“I need your help.” Gabriel licked his lips and swiped at the perspiration beading his brow. He quickly apprised Prior of the events before asking, “Which watchmen are here tonight?”
“Not sure. I can find out, though.”
“Gather up whatever watchmen and constables are here. We’ll need as much help as we can get. I’m going to make sure I don’t lose track of them. I’ll meet you back here, perhaps inside.” After finalizing the hasty plan with Prior, the men parted.
Gabriel was angry—with himself. How had he missed it? He knew Clancy was connected and integrated into seemingly every one of London’s social classes. It had always given him the appearance of power, how he could make things happen. But something like this?
Gabriel headed toward the inn.
Then searing pain jolted through the back of his head. And everything went black.
Chapter 44
ODD, MUTED COLORSflashed under the night’s murky shadows. Foreign accents that Ella had never heard met her ears. Agonizing pain radiated from where Mr. Clancy gripped her wrist as he pulled her past the strangers in the tavern.
Did those people not see what was happening—what this man was doing to her? She struggled to keep her feet beneath her as Mr. Clancy hastened his pace down one of The Lark & the Gull’s low-ceilinged corridors.

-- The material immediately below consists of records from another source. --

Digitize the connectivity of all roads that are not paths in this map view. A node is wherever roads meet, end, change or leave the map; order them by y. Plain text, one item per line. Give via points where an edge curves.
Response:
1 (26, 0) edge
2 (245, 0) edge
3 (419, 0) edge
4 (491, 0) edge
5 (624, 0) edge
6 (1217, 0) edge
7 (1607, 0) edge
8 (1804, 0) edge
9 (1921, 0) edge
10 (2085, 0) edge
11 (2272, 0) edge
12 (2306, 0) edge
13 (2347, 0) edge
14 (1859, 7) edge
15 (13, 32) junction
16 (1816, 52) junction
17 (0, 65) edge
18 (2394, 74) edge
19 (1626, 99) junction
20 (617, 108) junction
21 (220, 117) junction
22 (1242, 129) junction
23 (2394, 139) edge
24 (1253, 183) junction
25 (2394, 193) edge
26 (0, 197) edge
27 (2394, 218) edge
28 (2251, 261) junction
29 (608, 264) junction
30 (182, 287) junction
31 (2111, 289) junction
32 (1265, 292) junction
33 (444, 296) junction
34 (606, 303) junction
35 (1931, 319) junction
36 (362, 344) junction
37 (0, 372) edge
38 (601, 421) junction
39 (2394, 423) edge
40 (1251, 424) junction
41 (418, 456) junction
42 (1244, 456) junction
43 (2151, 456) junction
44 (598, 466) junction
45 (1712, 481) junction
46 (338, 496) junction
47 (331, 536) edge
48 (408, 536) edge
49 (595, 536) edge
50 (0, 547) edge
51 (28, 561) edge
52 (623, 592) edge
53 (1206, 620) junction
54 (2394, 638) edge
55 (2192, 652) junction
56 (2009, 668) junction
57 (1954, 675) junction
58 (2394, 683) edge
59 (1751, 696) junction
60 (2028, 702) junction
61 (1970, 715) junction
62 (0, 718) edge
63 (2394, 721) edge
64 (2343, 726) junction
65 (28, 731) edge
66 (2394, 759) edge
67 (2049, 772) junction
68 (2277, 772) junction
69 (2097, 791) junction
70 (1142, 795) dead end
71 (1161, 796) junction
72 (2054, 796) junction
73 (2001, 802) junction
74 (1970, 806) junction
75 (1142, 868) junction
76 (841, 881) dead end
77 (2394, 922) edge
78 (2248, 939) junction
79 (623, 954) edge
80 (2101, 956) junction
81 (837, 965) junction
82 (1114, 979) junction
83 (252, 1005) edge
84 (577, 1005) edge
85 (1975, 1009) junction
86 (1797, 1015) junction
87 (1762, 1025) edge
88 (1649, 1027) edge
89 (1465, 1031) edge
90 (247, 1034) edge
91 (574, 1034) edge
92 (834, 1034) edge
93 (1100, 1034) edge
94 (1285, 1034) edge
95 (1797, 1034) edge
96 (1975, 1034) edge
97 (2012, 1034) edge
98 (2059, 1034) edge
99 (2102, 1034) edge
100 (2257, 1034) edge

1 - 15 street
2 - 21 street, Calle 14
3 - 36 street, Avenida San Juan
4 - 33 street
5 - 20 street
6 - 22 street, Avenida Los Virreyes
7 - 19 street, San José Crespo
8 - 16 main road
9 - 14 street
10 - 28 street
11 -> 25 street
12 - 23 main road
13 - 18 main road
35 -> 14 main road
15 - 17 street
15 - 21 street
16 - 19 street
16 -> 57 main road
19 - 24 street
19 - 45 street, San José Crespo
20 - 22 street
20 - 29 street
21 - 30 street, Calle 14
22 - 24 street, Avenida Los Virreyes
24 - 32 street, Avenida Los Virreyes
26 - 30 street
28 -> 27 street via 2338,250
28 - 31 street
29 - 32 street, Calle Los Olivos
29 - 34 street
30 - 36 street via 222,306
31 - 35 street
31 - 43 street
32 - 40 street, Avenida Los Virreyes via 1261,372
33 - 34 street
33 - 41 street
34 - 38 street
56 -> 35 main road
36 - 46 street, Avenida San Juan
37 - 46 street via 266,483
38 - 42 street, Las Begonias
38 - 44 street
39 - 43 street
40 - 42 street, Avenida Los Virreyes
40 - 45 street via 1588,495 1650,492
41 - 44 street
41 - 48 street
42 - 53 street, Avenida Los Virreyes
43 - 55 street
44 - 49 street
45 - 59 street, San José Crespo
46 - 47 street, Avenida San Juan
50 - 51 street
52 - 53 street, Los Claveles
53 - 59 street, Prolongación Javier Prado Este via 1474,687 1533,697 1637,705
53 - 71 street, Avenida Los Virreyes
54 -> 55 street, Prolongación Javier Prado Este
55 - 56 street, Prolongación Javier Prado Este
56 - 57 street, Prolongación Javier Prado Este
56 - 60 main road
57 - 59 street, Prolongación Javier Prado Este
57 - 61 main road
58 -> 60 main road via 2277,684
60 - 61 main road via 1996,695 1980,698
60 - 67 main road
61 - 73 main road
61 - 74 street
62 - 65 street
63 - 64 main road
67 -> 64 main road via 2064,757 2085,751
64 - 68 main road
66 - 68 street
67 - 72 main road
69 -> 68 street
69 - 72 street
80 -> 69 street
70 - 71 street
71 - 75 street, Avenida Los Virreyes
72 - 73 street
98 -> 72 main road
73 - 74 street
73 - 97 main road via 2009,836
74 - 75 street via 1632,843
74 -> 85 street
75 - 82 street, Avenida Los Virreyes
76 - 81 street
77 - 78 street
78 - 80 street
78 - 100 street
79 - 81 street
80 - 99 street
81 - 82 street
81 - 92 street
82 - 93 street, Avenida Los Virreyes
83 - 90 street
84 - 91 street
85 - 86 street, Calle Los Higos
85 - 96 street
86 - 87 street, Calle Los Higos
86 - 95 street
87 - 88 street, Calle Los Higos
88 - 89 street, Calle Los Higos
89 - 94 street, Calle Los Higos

Ella strained to organize her thoughts and formulate a plan. She had but one goal: to free herself from Mr. Clancy. As he pulled her farther back into the public house, past the carousing men and rough women, and into the darker, smaller, less populated passageways, her options for freedom were dwindling.
He forced her around a corner and up a narrow staircase. The sharp tavern sounds were fading to a muted hum. The light dimmed. She tried to keep track of their path so she could get out when she finally freed herself, but the twists and turns disoriented her.
Her shoulders bumped along the corridor’s rough walls untilMr. Clancy stopped abruptly and she collided with his back. He opened a wooden door and shoved her inside.
Once he finally released her, Ella blinked to adjust her eyes to the light. A fire burned in the grate to her left. A bed was to her right. A small table with a chair was under the two windows straight before her. She was in one of the inn rooms.
Then she noticed the man in the corner.
Timothy Grenshaw locked eyes on her. He stood from the chair and swore. “What is she doing here?”
Mr. Clancy snatched the wooden chair from next to the table and pushed her down by the shoulder, forcing her to sit. Before she could process the movement around her, he was wrapping a rope around her arms, securing her to the back of the chair.
“This young lady could not mind her own business.” Mr. Clancy grunted. After securing the rope he stepped to face her and ducked, resting his hands on his knees and looking her directly in the eyes. “I did attempt to warn you, my dear.”
She winced.
“Have you gone mad?” Mr. Grenshaw hissed, his black Hessian boots heavy against the wooden floor as he approached. “Someone will miss her. The last thing we need are people poking around.”
Mr. Clancy chortled and straightened. “She’ll not be our concern for long.”
“But, Rowe,” protested Mr. Grenshaw, his tone gritty. “He’ll come for her. Gutt said—”
“No he won’t.”
The men continued bickering, and the reality of the situation struck her. She’d assumed Mr. Clancy had been on her side and the side of justice, but somehow he was as much a part of this heist as Mr. Grenshaw.
“We must make haste if everything’s to be arranged by morning,” instructed Mr. Clancy. “Get Elizabeth to watch her.”
The scene quickly shifted. The men exited, but sounds of shuffling and footsteps from outside the closed door ensued.
Refusing to devolve to helplessness, Ella took quick stock of her surroundings, searching for something—anything—that might facilitate an escape. Besides the door, the window was the only other way out. She had to be at least one story up, but a cloth covered the window, obscuring any other clue as to exactly where she was.
She swung her attention toward the fireplace, where she noticed a utensil hook. The poker and the brush were on the floor.
Ella strained against the ropes, attempting to dislodge them, but they were too tight. Her fingers and hands were free behind her, but her arms were restricted in a way that rendered her hands useless.
Muddled voices came from outside the door, and she froze. The voices intensified—a male voice and a female voice.Mr. and Miss Grenshaw.
Ella held her breath to hear over the blood pounding through her.